> **EXERCISE OBJECTIVE**: The job is to find each line of the records below that includes the word "Woodstock" and copy it.

> **DATA**:
───

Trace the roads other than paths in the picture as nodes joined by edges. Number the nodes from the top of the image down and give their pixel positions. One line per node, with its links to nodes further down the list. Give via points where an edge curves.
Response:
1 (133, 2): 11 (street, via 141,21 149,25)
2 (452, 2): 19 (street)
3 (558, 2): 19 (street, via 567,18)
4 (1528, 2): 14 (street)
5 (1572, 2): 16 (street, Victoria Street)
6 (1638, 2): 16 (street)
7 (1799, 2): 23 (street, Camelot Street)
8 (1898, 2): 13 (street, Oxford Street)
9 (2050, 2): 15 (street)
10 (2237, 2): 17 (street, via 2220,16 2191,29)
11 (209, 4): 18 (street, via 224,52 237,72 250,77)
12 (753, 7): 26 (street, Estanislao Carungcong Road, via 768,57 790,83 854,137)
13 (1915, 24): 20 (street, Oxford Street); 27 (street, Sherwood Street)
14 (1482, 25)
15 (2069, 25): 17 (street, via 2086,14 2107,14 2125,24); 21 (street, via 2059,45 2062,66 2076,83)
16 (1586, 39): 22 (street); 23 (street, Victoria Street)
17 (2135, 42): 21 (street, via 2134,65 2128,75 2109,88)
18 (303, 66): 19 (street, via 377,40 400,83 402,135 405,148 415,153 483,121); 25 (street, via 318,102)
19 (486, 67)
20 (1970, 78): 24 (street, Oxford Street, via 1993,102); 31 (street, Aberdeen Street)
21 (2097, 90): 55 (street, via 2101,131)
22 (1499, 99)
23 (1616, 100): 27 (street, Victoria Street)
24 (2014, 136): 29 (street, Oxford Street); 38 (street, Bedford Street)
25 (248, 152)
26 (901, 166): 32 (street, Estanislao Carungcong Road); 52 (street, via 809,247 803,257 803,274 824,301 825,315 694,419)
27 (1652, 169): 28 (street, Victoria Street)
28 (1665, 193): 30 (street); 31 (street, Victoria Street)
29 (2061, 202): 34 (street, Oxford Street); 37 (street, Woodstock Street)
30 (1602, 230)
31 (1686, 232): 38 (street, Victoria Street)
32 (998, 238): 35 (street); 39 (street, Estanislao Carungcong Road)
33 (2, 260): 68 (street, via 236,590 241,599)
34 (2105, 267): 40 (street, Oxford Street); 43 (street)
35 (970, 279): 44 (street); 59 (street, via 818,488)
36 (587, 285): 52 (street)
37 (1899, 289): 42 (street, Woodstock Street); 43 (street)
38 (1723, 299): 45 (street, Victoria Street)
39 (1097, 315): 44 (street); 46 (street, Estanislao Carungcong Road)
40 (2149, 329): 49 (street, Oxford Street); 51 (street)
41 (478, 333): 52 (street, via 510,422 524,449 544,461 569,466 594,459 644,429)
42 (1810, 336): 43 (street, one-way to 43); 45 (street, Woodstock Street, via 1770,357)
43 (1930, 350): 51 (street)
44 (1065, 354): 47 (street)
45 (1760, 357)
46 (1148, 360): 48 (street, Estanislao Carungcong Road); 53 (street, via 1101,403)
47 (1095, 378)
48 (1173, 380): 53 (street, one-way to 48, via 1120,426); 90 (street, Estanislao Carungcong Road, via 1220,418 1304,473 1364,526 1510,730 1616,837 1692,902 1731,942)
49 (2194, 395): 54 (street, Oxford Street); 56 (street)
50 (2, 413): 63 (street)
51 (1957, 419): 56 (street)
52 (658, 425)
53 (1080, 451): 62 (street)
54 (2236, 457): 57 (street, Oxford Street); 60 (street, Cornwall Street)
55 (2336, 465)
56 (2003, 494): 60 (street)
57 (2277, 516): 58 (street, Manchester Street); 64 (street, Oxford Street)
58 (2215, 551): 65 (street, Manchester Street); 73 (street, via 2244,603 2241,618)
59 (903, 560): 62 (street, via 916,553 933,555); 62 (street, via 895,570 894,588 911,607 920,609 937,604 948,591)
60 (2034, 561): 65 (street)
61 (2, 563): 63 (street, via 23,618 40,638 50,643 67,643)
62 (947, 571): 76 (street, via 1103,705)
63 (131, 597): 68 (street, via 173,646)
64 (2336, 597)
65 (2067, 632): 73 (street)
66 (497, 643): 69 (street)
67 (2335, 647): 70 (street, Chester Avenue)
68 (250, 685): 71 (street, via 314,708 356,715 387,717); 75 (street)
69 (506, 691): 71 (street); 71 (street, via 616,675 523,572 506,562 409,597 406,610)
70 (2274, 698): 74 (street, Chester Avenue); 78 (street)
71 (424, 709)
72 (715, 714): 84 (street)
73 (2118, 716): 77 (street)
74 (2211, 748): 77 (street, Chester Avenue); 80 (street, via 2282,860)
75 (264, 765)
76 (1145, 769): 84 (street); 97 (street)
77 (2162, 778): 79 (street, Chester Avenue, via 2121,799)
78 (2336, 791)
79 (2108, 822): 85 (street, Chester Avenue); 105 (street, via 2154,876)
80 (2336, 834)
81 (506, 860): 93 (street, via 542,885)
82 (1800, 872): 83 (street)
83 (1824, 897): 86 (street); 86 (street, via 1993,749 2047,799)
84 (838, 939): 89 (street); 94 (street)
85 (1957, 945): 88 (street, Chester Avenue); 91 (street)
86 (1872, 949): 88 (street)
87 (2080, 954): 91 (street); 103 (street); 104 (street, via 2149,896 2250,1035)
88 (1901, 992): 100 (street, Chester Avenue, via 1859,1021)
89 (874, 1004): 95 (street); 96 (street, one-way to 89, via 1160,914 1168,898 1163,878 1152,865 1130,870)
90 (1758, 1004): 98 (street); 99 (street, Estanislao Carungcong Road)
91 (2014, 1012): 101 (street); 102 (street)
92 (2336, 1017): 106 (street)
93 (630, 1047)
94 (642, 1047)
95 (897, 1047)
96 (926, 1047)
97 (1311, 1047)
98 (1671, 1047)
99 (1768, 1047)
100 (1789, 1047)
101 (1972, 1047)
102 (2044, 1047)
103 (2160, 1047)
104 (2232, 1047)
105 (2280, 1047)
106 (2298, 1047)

───

> **RESPONSE TO THIS EXERCISE**:
29 (2061, 202): 34 (street, Oxford Street); 37 (street, Woodstock Street)
37 (1899, 289): 42 (street, Woodstock Street); 43 (street)
42 (1810, 336): 43 (street, one-way to 43); 45 (street, Woodstock Street, via 1770,357)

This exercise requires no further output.